● THE TASK
Lines in the following data that contain the string "junction" are to be counted. Report only their number.

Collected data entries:
--- START ---

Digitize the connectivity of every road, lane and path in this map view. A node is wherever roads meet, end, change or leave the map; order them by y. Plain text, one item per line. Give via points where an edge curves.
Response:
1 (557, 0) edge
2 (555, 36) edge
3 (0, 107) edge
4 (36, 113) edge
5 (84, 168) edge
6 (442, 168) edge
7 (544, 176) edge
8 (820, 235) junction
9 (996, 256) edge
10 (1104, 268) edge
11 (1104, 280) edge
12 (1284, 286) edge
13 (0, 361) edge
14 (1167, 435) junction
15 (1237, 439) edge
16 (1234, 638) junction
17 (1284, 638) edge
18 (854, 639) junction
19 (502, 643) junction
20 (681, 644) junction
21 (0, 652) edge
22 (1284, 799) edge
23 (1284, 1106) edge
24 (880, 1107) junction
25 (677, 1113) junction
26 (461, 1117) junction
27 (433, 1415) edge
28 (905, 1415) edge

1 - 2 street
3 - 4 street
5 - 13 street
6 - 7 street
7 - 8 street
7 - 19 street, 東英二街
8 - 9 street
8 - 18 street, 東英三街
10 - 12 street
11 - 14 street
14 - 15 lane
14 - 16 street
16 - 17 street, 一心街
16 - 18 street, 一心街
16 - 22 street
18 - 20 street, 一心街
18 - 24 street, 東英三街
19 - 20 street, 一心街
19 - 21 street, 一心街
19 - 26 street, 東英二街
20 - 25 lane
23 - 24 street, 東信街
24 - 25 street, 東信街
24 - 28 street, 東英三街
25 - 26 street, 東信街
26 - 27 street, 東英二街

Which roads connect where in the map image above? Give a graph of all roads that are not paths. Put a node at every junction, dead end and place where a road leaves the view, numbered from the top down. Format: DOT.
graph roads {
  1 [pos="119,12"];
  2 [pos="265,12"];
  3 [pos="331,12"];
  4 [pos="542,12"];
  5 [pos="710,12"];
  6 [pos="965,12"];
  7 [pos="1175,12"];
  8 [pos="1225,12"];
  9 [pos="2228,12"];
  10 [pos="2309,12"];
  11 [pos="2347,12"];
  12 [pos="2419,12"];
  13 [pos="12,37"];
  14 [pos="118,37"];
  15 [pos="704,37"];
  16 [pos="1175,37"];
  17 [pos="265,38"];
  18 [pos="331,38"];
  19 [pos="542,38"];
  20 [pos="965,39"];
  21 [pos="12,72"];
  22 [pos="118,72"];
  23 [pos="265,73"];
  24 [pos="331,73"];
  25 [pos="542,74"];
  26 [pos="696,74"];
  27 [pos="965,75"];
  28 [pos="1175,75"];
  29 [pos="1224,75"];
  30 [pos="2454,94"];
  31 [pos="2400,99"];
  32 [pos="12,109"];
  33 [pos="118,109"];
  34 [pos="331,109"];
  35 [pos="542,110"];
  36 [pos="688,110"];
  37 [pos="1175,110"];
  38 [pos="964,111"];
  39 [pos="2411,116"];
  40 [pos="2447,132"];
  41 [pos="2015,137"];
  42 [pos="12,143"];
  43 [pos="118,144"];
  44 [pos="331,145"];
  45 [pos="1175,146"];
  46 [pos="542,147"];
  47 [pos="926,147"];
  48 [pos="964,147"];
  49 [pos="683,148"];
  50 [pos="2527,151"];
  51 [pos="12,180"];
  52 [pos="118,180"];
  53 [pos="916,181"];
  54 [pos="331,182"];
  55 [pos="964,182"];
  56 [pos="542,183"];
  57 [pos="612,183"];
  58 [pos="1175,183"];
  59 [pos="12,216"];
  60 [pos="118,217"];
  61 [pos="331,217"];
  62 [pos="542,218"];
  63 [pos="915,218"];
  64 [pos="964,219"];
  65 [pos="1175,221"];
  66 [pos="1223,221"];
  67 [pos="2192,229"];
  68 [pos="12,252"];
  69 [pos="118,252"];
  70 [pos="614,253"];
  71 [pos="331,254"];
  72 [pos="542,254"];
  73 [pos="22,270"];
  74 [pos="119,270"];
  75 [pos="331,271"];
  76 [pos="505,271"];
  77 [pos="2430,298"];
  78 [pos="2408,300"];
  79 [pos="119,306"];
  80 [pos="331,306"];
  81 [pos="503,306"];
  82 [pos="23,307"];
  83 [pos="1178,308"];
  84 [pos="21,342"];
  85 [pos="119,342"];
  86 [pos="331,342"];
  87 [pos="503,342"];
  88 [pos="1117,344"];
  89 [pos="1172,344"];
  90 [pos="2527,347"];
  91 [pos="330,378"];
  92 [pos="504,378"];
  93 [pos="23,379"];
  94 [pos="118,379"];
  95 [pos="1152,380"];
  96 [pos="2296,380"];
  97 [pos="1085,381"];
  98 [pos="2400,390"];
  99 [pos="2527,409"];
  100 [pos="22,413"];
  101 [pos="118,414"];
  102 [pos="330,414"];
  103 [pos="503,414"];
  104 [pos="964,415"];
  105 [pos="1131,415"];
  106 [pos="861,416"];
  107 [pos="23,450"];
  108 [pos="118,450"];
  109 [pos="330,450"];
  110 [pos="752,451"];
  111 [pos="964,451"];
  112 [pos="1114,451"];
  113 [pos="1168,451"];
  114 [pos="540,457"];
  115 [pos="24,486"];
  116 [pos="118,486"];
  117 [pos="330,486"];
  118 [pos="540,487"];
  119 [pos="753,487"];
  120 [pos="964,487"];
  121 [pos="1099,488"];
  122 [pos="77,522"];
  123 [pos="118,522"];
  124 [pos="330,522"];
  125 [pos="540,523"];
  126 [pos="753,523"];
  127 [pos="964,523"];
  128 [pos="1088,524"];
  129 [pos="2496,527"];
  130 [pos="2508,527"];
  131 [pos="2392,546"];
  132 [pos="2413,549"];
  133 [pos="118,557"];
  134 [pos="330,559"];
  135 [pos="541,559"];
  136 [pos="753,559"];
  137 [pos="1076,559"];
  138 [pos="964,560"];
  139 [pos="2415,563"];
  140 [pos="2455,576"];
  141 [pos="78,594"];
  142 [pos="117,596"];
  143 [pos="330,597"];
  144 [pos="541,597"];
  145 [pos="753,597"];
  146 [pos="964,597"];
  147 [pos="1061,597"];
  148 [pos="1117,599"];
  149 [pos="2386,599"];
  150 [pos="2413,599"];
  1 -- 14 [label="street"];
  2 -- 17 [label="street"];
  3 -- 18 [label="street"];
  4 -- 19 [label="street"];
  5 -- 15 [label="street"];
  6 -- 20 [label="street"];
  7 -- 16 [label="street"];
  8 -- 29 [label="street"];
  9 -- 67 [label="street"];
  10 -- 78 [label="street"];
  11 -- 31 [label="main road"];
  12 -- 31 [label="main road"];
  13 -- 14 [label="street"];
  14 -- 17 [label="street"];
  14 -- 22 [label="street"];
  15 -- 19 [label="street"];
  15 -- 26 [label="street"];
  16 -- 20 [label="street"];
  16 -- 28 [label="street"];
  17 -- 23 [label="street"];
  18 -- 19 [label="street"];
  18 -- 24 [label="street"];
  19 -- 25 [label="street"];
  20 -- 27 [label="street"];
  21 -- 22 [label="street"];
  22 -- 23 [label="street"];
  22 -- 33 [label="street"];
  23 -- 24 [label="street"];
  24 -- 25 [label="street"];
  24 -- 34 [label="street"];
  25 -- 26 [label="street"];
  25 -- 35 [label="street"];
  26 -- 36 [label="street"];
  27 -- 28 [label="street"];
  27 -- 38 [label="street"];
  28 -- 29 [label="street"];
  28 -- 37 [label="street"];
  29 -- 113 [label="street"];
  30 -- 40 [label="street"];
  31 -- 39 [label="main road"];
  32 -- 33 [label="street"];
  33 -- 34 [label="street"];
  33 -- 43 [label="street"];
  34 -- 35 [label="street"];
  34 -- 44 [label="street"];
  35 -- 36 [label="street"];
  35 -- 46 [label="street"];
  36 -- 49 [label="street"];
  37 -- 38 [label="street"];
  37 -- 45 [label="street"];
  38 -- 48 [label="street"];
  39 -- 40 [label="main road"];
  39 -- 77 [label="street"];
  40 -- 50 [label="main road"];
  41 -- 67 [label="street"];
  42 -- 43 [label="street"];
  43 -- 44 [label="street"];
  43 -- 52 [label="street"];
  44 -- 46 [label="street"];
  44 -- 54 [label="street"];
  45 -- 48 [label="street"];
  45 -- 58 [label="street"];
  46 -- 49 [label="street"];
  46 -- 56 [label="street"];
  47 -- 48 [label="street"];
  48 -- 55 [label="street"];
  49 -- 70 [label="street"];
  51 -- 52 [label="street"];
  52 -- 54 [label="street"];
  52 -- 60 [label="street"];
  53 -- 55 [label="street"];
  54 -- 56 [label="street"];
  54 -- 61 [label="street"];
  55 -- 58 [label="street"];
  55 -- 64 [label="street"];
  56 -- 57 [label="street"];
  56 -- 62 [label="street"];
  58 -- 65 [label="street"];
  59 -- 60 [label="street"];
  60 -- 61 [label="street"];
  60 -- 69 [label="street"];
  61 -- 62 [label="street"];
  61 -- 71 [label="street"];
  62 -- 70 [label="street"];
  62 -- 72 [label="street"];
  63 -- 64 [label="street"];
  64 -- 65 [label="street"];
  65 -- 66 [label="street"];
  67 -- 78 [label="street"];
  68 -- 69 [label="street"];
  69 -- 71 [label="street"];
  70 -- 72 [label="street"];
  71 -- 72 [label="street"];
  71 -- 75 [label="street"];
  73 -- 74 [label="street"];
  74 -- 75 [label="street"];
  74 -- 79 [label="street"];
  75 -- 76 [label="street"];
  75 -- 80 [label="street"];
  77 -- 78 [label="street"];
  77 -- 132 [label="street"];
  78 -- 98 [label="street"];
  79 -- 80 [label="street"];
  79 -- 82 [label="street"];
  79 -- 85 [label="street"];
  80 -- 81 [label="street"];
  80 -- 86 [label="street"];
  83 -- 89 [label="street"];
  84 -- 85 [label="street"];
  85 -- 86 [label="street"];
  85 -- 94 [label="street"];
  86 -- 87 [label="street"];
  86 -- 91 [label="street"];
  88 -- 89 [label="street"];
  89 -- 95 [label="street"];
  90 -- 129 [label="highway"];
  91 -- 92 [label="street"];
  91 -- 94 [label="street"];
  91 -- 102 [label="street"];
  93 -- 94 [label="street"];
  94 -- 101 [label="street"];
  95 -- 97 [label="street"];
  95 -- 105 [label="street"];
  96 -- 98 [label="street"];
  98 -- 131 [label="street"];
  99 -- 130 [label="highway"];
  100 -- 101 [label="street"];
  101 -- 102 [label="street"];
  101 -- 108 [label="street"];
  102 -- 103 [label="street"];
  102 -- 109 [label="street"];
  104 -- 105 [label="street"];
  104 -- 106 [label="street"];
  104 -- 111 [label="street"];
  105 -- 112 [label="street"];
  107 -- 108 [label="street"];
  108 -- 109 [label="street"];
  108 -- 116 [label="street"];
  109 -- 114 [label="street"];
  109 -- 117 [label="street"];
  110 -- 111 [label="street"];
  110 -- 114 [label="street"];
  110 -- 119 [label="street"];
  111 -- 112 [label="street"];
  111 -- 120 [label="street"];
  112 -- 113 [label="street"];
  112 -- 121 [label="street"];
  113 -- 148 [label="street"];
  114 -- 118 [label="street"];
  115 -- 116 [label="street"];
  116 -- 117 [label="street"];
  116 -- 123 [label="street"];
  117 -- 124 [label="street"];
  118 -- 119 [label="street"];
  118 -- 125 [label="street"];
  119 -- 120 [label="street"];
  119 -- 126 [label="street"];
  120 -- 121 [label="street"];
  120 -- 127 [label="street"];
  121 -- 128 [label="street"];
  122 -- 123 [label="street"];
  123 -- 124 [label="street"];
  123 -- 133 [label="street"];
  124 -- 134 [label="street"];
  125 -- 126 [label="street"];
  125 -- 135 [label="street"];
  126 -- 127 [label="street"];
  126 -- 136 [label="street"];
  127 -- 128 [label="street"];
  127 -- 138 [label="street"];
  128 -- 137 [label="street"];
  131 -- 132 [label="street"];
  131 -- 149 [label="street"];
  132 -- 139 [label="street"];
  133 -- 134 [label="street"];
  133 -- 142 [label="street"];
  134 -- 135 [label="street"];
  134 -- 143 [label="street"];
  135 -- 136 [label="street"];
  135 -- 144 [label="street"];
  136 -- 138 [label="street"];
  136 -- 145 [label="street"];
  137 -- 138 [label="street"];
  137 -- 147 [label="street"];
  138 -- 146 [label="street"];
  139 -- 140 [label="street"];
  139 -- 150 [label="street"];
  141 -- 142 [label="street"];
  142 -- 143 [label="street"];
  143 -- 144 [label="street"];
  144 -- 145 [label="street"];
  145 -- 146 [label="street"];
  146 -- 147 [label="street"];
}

--- END ---

● EXERCISE OUTPUT
10